:: DATASET EXTRACT ::
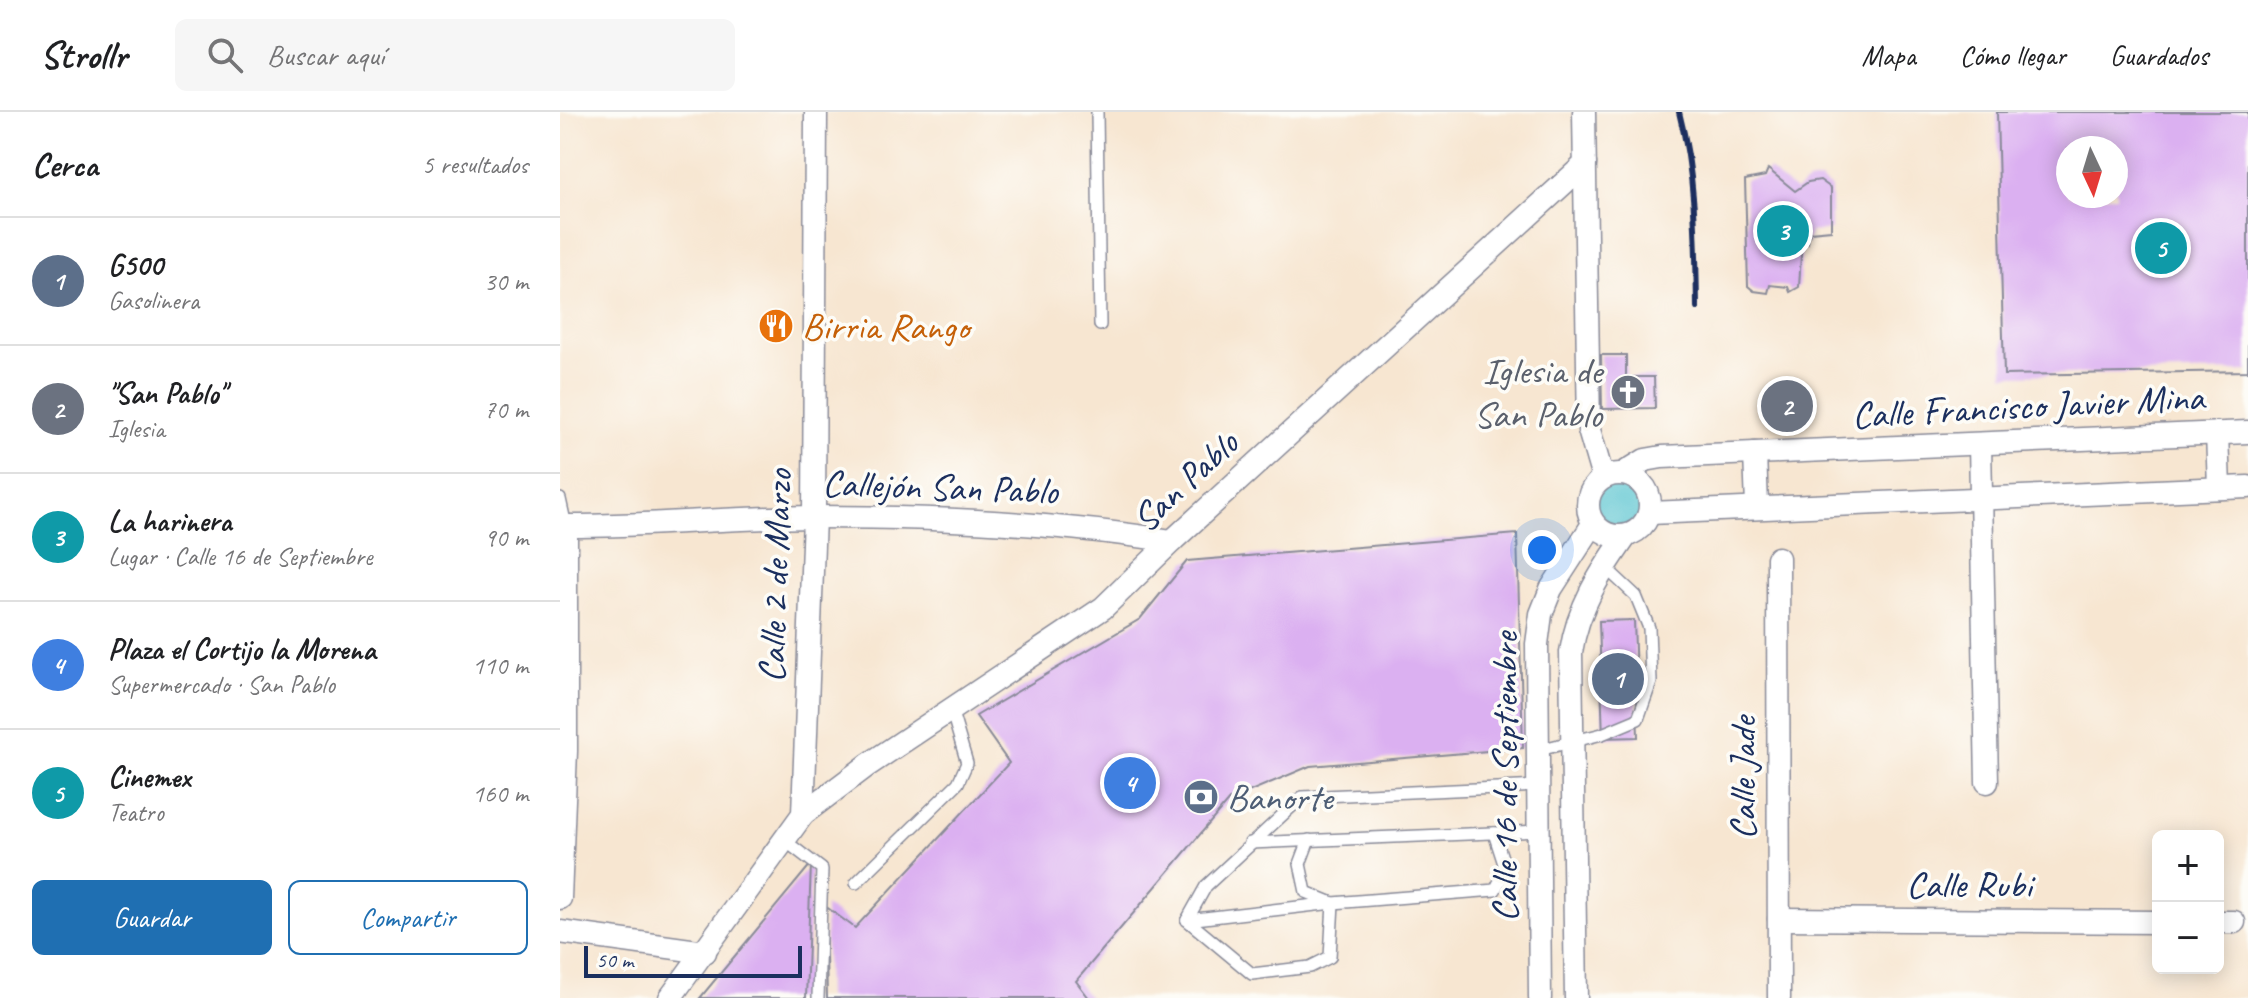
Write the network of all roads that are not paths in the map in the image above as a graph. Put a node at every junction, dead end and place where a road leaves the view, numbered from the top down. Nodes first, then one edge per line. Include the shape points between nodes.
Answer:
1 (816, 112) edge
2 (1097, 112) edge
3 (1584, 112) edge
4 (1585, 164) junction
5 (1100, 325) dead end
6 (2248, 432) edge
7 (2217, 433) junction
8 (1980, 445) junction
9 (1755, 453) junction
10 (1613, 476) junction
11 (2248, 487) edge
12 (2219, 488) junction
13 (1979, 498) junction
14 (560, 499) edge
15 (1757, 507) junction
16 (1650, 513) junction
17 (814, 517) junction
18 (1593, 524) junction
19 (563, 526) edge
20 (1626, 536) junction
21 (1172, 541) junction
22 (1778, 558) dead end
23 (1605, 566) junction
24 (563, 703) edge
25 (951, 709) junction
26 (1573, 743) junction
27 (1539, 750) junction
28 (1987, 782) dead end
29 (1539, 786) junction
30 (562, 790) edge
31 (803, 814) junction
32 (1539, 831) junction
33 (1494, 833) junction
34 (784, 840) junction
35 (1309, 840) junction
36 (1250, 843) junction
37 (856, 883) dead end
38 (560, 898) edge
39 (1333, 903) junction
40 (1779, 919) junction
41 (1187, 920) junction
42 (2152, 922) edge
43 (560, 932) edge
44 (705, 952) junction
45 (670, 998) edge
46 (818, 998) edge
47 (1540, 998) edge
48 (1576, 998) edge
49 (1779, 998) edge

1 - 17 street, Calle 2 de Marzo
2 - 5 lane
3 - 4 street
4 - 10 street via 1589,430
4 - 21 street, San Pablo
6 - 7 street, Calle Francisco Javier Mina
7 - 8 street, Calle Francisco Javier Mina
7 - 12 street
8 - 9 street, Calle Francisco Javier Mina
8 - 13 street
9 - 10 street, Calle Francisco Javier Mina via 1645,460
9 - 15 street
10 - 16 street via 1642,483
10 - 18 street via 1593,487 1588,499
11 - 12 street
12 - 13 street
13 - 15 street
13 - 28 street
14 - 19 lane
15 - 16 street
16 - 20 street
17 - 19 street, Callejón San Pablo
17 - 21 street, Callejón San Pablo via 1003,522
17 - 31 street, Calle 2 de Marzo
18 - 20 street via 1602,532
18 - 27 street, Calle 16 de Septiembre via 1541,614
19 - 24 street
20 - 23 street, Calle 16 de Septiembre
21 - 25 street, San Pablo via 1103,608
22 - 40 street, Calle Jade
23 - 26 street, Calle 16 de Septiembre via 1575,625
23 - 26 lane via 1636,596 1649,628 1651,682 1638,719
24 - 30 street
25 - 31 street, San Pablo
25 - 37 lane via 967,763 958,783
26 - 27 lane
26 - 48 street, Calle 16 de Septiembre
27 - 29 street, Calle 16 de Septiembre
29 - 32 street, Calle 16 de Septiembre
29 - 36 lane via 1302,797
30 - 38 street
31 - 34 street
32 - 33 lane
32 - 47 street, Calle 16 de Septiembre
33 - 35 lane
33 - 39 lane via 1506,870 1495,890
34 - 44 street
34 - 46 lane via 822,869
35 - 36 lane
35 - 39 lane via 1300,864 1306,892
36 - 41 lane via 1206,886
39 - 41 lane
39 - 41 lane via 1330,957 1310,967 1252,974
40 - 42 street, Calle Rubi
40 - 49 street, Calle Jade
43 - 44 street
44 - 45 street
:::
## EXERCISE INSTRUCTIONS
Scan the lines above for "Pablo" and state how many match, nothing more.

## RESULT OF THIS EXERCISE
5